In case you didn’t know, Australia has a federal election coming up on May 21. While that part may be common knowledge, some of the other aspects of the election are not and the Australian Electoral Commission recently held a Reddit AMA to answer some of those burning questions.
Here are a few things we learned about the election process from the AEC.
Things you may not know about the Federal election voting process
Can you cast a postal vote from overseas?
The federal election still has fairly strict requirements for voters to turn up to polling booths in person. However, measures like postal votes and pre-polling are in place for those who can’t vote on the day. But what about if you’re an Australian living or travelling overseas?
For Australians living overseas, it is not compulsory to vote and Aussies can complete an overseas notification form to alert the AEC of their absence.
However, if you do wish to vote while out of the country it’s important to apply for a postal vote, and to do it ASAP.

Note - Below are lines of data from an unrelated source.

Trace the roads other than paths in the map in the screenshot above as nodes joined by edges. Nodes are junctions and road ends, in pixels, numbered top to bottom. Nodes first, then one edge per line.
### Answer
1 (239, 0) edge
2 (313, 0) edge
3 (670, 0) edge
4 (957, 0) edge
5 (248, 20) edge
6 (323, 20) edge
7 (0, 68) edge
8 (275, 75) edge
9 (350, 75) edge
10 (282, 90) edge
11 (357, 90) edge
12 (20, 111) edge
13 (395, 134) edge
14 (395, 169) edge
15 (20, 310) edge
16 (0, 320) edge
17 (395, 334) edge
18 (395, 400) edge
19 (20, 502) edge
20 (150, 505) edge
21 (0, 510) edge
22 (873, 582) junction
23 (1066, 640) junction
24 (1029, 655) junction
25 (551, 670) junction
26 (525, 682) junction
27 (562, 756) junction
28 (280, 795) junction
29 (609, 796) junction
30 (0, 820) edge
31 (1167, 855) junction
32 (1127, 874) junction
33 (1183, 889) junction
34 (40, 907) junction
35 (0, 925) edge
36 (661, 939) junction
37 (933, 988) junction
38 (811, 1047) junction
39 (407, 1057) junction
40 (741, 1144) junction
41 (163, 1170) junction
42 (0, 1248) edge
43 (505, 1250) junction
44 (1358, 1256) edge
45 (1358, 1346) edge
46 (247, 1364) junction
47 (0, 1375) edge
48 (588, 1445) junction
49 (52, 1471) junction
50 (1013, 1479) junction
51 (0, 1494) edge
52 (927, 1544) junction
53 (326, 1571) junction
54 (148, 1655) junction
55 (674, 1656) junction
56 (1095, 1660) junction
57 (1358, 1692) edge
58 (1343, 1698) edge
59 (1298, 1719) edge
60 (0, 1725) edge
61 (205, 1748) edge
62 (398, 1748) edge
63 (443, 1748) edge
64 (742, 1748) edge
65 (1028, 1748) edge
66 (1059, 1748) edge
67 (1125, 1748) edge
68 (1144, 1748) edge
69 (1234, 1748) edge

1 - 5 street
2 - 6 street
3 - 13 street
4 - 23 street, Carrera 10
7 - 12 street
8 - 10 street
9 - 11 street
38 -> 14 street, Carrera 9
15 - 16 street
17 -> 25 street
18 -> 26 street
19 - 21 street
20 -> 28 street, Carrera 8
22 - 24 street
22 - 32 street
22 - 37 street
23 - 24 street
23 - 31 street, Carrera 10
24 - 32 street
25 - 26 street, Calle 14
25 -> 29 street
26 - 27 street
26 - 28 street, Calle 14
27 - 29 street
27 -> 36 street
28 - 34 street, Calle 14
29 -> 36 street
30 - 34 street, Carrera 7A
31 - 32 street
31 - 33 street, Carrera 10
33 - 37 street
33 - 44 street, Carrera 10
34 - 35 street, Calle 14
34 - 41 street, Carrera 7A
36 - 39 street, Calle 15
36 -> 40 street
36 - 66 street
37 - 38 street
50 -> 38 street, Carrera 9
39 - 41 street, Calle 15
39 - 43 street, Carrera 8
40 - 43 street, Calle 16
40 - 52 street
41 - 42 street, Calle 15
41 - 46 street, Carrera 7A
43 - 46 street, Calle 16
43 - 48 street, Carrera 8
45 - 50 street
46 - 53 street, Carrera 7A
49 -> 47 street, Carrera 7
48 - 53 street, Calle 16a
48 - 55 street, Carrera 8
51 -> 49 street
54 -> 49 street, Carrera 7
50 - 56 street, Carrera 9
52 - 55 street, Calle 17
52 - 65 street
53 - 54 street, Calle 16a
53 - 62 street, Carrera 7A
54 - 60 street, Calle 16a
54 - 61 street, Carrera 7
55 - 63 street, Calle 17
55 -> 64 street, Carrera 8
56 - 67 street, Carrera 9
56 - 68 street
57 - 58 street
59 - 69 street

In terms of postage turnarounds, the AEC reps (Tom Rogers, Jeff Pope and Kath Gleeson) addressed this in their AMA saying:
“On overseas postal votes, we are in a sense hostages to overseas postal systems and their handling times. However, we’ve also been working very closely with DFAT for some time now to speed up the process where at all possible. For most countries, when you’ve filled out your postal vote, you’ll be able to mail it back to an embassy instead of direct to the AEC. DFAT will then use diplomatic mail to get it back to Australia ASAP.”
How does the AEC count votes in Australia?
The process of counting 17 million ballots is anything but simple and the AEC outlined a few things in the AMA.
For starters, the reps said that the AEC can’t release its counting software code for public verification due to national security implications. But they did point us to this video on how it all works.
Basically, there are many processes in place to get ballots from polling booths to results. There are custom made boxes involved with each being securely sealed at every step of the journey, always with multiple witnesses to ensure there has been no tampering.
Then when it comes to counting, every ballot has to be manually input by a human, twice. Then the papers are scanned by a machine and both results are compared. If there are any discrepancies the vote is re-examined. Scrutineers are also present during counting and can watch and challenge at any time.
Does the AEC recycle election ballot papers?
According to the AEC, 65 million ballot papers are used in a federal election, along with 4.5 million pencils, 155,000 voting screens and 70,000 ballot boxes. That’s a whole lot of paper and cardboard for one election.
So what happens to it when the voting is done?
AEC representatives said on Reddit “We are conscious of our footprint and do our best to recycle our materials wherever possible.”
This includes using raw cardboard for the first time in 2022, which makes it even easier to recycle and share cardboard with other state and territory electoral commissions for future elections.
What happens if there’s a natural disaster on polling day?
Australia has, unfortunately, seen its share of natural disasters lately. Can polling still take place in communities that have been ravaged by disaster?
The answer from the AEC here was that they do have contingencies in place but, realistically, if disaster strikes it’s not always possible for everyone to vote:
“We’re very experienced at delivering a large manual election, and things always occur. We have business continuity plans ‘coming out the wazoo’ (direct quote from Kath here) and there is a process for us to follow under the Electoral Act if a natural disaster occurs on polling day.
We’re also realistic that extreme circumstances mean that some Australians might not be able to access their vote if the absolute worst happens. This is the nature of elections.”
Could online voting ever be an option for the federal election?
As the AEC outlined, voting in our current world of cyber security threats would be “extremely challenging”.
It’s actually not up to the AEC to decide the ways in which Australians vote, so a switch to online voting processes would have to be legislated in parliament.
In their online voting explainer, the AEC says there haven’t been any recent conversations in this space, so don’t expect it any time soon.
Did you learn something you didn’t know about the federal election? We certainly did.